I believe I was spared because he wasn't truthful with me about it when he should have been. There are quite a few things I saw past - which began as lies and then I got a "I have to be honest here", and then I'd get the truth. I'm not sure which that falls under - more of a liar or someone trying to be honest. Either way, at this point I'd never trust him, and what's a relationship if you don't have trust? Nothing.
Why does he keep my stuff? Because I do believe he thinks he still has a chance when he straightens out and sobers up. I think he can't let go of the fact that, no matter HOW drunk you are, he knows full well he f*cked up. Absolutely I do. If he didn't drink before, he should be even more heavily by now because he has ruined everything and only has himself to blame, and I believe that he holds onto my things to have a last shot when he has his shit together enough. I do firmly believe that God will give/is giving him such painful guilt it will destroy what's left of him because armyguy knew how decent I was compared to his exwife. That's his cross to bear, not mine. I know I still get tweeks inside me when I reflect on how I have wronged someone in the past - there's really no amount of time which takes that feeling away from you, when you think on it you feel so badly. That's a good thing actually, so that it prevents you from acting that way towards another person ever again.
If you rely on the word, you know you are to forgive. I've chosen that. I can't hold on to anger, why should I punish myself for having done nothing wrong? No thanks. But forgiveness doesn't mean I'd erase all this.

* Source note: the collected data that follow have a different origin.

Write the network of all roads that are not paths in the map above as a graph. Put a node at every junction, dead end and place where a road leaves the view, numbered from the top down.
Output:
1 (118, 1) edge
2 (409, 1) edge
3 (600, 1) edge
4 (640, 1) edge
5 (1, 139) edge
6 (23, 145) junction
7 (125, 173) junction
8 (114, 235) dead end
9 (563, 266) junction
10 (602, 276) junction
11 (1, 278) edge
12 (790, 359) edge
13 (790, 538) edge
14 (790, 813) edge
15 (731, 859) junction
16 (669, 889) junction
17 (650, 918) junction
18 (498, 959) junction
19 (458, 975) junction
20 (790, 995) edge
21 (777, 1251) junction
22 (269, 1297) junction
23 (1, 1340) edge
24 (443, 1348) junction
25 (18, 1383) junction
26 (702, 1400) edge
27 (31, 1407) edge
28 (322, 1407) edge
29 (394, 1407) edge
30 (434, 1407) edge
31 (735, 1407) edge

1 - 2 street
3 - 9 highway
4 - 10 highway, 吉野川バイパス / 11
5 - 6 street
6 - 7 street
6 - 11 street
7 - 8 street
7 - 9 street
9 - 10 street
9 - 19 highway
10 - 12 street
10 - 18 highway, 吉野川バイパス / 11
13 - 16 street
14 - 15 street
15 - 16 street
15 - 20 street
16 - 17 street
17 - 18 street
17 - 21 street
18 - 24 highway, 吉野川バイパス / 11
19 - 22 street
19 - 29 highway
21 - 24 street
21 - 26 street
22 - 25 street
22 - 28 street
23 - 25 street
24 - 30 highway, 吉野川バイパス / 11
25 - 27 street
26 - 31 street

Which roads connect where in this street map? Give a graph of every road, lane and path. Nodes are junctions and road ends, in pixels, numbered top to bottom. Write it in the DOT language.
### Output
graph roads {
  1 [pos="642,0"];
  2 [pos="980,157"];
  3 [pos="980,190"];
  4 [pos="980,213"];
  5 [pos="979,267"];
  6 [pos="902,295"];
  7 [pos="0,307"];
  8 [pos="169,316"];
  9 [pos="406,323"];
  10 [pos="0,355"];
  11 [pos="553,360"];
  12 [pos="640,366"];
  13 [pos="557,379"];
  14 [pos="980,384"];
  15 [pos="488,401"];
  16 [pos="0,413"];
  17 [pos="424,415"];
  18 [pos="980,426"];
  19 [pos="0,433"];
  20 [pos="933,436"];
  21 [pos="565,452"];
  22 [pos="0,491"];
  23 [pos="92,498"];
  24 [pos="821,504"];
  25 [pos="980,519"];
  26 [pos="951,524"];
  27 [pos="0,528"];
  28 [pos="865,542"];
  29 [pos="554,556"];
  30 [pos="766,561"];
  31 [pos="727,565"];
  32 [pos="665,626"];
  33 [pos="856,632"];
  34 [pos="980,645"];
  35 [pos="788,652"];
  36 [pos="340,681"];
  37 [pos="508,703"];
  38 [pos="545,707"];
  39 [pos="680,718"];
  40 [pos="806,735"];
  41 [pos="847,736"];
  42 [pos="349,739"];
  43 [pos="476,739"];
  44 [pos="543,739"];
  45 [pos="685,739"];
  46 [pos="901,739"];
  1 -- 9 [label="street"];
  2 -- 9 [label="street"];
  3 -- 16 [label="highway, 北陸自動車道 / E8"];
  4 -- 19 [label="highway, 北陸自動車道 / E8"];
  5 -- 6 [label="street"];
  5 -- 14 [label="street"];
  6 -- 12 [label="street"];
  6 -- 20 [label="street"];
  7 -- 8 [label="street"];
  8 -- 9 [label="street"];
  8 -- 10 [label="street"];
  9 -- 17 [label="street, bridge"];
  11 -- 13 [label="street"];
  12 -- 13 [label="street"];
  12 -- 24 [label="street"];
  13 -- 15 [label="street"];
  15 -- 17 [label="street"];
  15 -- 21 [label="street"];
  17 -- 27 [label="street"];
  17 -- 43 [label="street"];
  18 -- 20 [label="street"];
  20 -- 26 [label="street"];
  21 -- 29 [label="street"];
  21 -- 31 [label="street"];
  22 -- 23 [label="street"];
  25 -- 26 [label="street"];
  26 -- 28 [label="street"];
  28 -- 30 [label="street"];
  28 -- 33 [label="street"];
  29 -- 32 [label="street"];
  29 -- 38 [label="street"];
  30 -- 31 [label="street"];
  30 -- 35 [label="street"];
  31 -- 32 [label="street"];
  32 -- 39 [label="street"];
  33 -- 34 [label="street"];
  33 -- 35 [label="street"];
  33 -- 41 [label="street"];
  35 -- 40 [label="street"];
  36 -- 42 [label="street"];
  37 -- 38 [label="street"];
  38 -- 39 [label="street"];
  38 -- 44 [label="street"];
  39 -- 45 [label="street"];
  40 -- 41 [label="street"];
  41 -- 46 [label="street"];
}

Actually, as I type this out, I can say I wouldn't give him another chance. Why? Because I've seen the real him in all this. I see why his wife cheated, see why a gf before me left. This is the person they had to deal with from past deployments. At the time I never knew about all this ptsd stuff, I naively excused it, and it's why I always say that we are a product of the choices we make. You speed? Don't be surprised when you get a ticket. You push away someone or avoid them? Don't be surprised when you don't get another chance - not all the "baby's" or "I love you's" in the world will help you. He once again chose booze when he came home I believe, he chose liquor instead of me. So fine then. It's HIS liver, not mine.
I ask God often "Why did I get so effed in all this????". Well, I can only think that since I love our military so much, it gave me the opportunity to see what many don't deal with or even think about for our returning men and women. Had I not been given this to deal with, I'd be like so many who say they support the troops, yet are completely clueless as to the trauma to those families. That's what I walk away with - a different and MUCH better appriciation. That's my lemonade I chose to make.
The last guy I was with I begged God for another chance - begged in a way I've never once done in this situation if I'm honest. But with time I have thanked God over and over that I didn't get that second chance because I'd be miserable and unloved by that man. In this case, I think I'm supposed to be greatful with not having to compete with an exwife who sounded like a real treat, and 3 step kids. It could be still in my future, but from some other man - one who didn't treat me this way. We get things handed to us which we feel we haven't deserved, but it's what we choose to do moving forward that makes the difference.
That goes to you gms1976. You have some terrible stories, but you still keep going. Many will read your post and say "Well if she keeps going, so can I". You haven't given up and though you might not think it, there's a hell of a lot to be said in it. A hell of a lot.